◆ **Task instructions**
Please set out each line below exactly as it stands, without the images.

◆ **Source records**
########################################
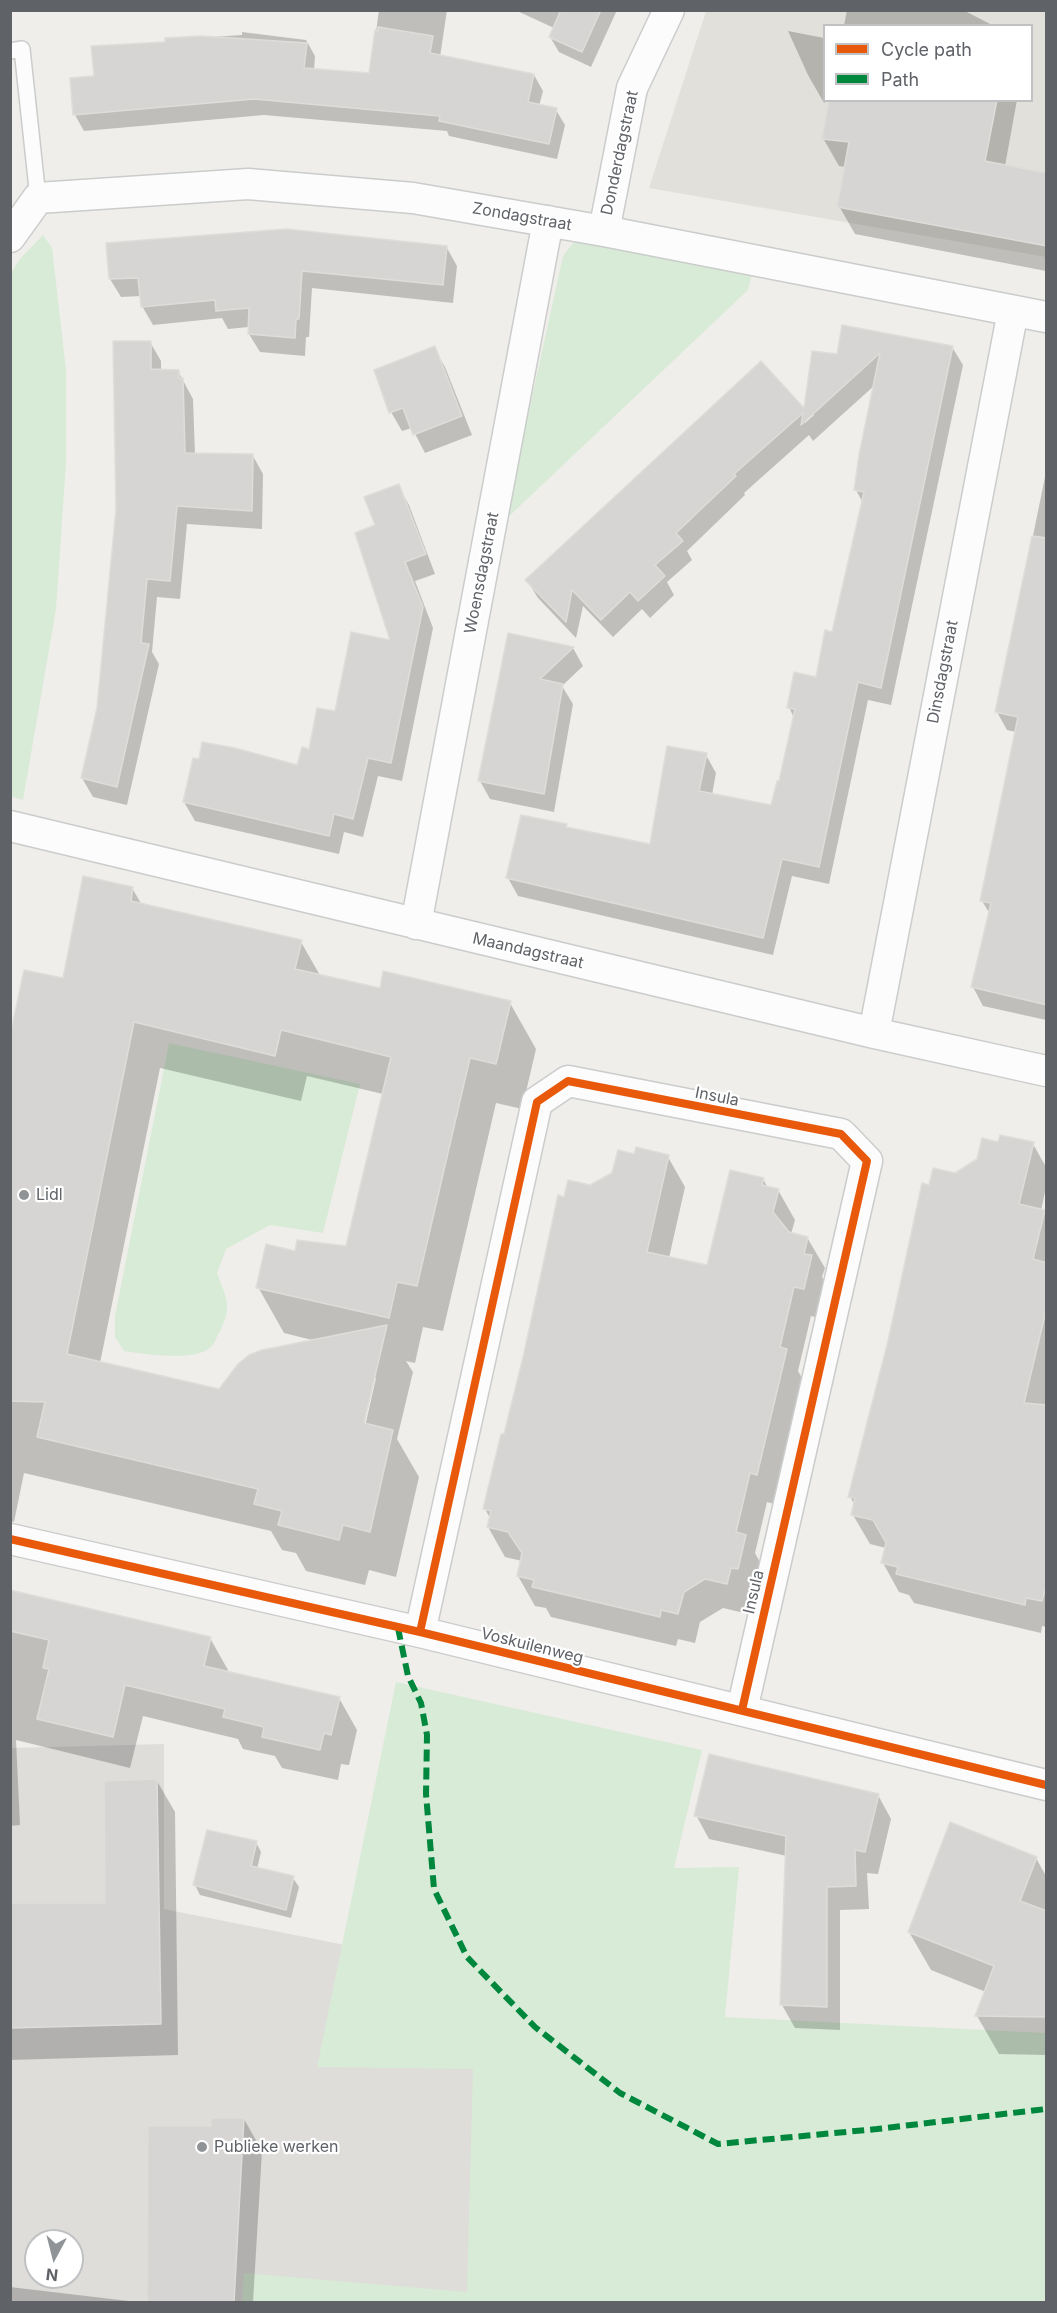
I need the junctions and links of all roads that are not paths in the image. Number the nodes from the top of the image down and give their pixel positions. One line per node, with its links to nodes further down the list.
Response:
1 (669, 10): 5 (street, Donderdagstraat)
2 (10, 51): 3 (lane)
3 (38, 198): 4 (street, Zondagstraat); 6 (street)
4 (548, 221): 5 (street, Zondagstraat); 10 (street, Woensdagstraat)
5 (604, 231): 7 (street, Zondagstraat)
6 (10, 237)
7 (1013, 311): 8 (street, Zondagstraat); 11 (street, Dinsdagstraat)
8 (1047, 317)
9 (10, 826): 10 (street, Maandagstraat)
10 (416, 924): 11 (street, Maandagstraat)
11 (874, 1033): 12 (street, Maandagstraat)
12 (1047, 1071)
13 (10, 1539): 14 (street, Voskuilenweg)
14 (420, 1632): 15 (street, Voskuilenweg); 15 (street, Insula)
15 (742, 1710): 16 (street, Voskuilenweg)
16 (1047, 1785)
########################################
◆ **Final answer**
I need the junctions and links of all roads that are not paths in the image. Number the nodes from the top of the image down and give their pixel positions. One line per node, with its links to nodes further down the list.
Response:
1 (669, 10): 5 (street, Donderdagstraat)
2 (10, 51): 3 (lane)
3 (38, 198): 4 (street, Zondagstraat); 6 (street)
4 (548, 221): 5 (street, Zondagstraat); 10 (street, Woensdagstraat)
5 (604, 231): 7 (street, Zondagstraat)
6 (10, 237)
7 (1013, 311): 8 (street, Zondagstraat); 11 (street, Dinsdagstraat)
8 (1047, 317)
9 (10, 826): 10 (street, Maandagstraat)
10 (416, 924): 11 (street, Maandagstraat)
11 (874, 1033): 12 (street, Maandagstraat)
12 (1047, 1071)
13 (10, 1539): 14 (street, Voskuilenweg)
14 (420, 1632): 15 (street, Voskuilenweg); 15 (street, Insula)
15 (742, 1710): 16 (street, Voskuilenweg)
16 (1047, 1785)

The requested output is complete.